Uma das bases operacional do grupamento fica em Epitaciolândia, cidade administrada pelo delegado de Polícia Civil, Sérgio Lopes (PSDB), no Alto Acre, na fronteira com a Bolívia. Outra base do Gefron funciona em Santa Rosa do Purus, na fronteira do Brasil com o Peru.

Em 2020, o Grupo Especial de Segurança na Fronteira apreendeu grande quantidade de drogas e armas recuperou dezenas de carros roubados e que seriam vendidos em cidade bolivianas. “O mesmo ritmo foi mantido em 2022”, afirmou Ulisses.

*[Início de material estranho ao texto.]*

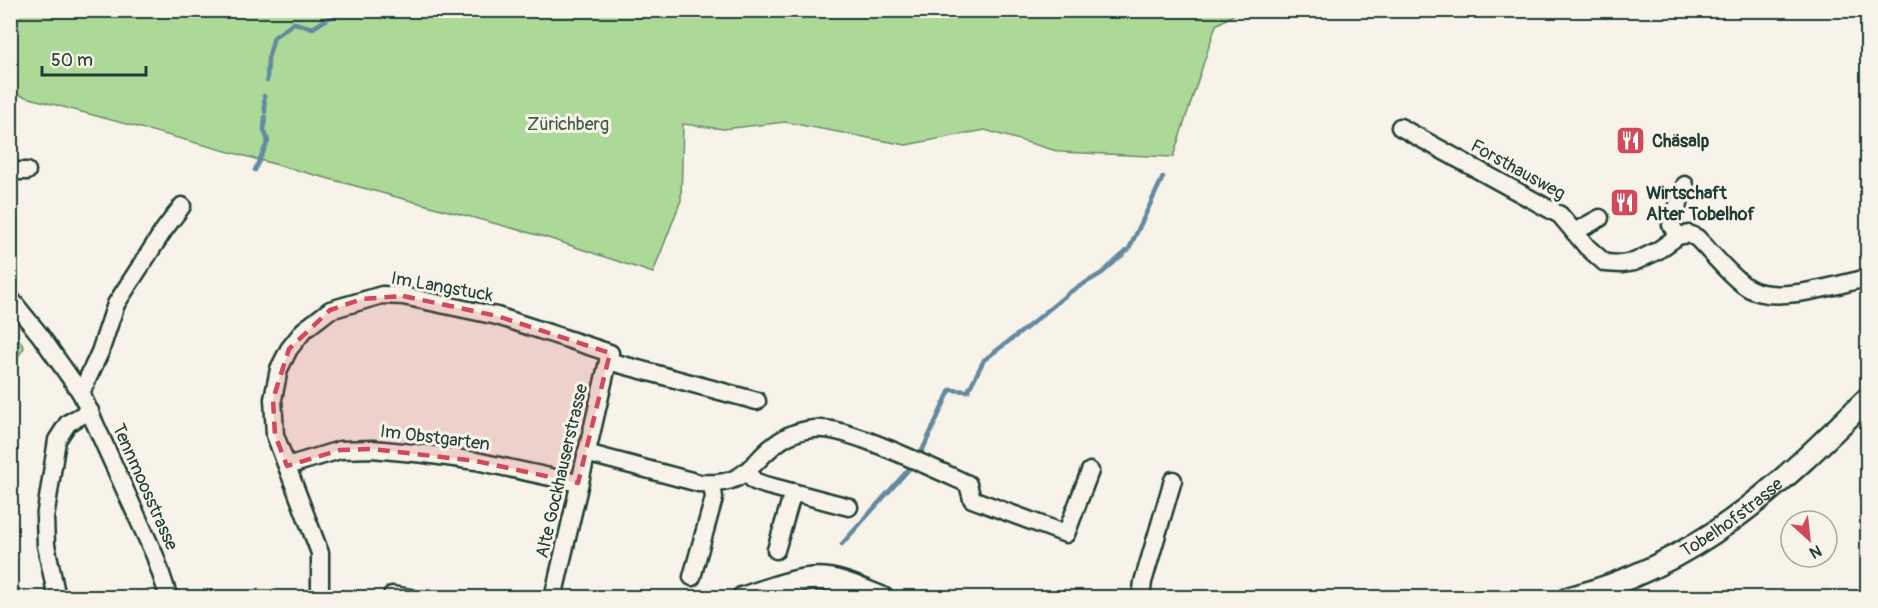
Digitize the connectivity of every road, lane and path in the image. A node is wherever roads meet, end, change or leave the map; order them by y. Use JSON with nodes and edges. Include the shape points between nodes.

Esse momento é a consolidação de uma proposta que desafia o atual formato do sistema integrado de segurança pública do país. Isso é fruto de um governo de visão, que busca atalhos para atender aos anseios da sociedade”, explicou.

O índice de mortes violentas e crimes contra o patrimônio se mantêm em queda pelo terceiro ano consecutivo, chegando, est ano, à menor marca, quando foram notificados dez homicídios intencionais, considerando os registros mensais dos últimos dez

A estratégia contra o crime

O Governo do Acre criou, por meio da Sejusp, o Grupo Especial de Fronteiras, em 2019, quando surgiu a necessidade de policiamento específico para atuar nas rodovias e estradas de todo o estado, combatendo o tráfico de drogas, o contrabando, descaminhos, furtos e roubos de veículos.

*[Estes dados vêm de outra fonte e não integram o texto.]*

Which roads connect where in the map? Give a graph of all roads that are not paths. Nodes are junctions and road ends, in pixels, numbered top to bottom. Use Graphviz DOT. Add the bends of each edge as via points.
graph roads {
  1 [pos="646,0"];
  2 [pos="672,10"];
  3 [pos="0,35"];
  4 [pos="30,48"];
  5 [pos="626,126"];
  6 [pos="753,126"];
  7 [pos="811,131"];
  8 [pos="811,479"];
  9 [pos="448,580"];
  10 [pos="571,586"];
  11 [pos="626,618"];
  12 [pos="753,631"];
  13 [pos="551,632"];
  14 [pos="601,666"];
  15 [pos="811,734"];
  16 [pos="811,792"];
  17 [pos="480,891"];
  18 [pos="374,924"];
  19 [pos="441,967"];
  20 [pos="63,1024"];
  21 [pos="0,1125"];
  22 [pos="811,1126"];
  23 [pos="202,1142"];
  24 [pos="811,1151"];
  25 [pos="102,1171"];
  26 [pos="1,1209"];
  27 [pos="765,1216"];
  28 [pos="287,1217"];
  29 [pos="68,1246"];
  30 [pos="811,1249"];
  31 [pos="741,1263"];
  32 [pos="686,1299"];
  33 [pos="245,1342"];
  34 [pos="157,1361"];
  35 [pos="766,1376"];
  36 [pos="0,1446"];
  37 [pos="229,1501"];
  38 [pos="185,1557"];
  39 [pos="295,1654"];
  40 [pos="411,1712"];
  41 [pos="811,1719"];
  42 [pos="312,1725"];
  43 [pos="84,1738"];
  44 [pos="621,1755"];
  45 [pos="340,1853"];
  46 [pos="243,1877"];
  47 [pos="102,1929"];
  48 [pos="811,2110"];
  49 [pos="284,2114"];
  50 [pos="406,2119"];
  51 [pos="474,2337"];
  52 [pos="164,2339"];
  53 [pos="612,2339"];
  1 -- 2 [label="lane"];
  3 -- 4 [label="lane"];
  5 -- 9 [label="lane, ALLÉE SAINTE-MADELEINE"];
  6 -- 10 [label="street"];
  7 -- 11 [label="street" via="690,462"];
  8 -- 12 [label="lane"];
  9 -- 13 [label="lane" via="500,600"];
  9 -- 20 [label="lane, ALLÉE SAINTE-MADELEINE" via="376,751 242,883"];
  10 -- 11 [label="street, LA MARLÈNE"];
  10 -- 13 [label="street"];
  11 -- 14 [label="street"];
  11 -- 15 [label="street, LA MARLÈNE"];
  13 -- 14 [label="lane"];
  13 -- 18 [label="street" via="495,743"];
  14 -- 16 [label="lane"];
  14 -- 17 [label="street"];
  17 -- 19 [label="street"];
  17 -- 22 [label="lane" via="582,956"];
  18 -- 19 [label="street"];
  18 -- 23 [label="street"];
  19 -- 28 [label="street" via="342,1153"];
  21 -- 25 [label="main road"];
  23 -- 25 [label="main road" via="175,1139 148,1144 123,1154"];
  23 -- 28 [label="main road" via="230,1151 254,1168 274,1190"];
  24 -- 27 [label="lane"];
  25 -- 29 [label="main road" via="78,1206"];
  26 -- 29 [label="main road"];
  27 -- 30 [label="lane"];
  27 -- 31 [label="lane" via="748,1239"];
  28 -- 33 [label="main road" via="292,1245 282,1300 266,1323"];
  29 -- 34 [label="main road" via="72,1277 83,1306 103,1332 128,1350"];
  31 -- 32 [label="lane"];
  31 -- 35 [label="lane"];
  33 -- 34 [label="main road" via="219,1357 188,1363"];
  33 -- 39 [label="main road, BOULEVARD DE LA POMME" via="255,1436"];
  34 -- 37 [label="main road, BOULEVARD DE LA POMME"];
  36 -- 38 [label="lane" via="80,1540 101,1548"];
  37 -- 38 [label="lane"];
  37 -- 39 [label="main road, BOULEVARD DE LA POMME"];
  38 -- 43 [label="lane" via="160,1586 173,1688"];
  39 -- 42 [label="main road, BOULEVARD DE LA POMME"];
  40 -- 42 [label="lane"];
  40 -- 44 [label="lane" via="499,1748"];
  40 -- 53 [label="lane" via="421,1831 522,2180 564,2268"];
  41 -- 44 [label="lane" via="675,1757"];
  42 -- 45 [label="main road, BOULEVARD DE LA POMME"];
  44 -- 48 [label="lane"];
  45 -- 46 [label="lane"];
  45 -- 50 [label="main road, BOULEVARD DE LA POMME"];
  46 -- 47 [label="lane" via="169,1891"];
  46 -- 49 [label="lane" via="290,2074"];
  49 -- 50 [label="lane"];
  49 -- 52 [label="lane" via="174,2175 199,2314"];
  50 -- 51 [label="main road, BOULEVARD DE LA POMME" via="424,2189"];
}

O policiamento do Gefron foca na realização de patrulhamentos fluviais e terrestres, além da abordagem de pessoas e seus veículos, cria barreiras fixas nas rodovias e emprega operações de caráter emergencial.

Ao longo de três anos, entre as apreensões de armas, munições, explosivos, entorpecentes e mercadorias contrabandeadas, o grupo deu um prejuízo de R$ 31 milhões ao crime organizado.

Segundo Ulisses, ao criar o Gefron, o governador Gladson Cameli deu uma clara demonstração de que queria fortalecer as ações de enfrentamento a crimes transfronteiriços chamam para si uma grande responsabilidade e isso, por si só, é desafiador e uma demonstração de compromisso com a sociedade.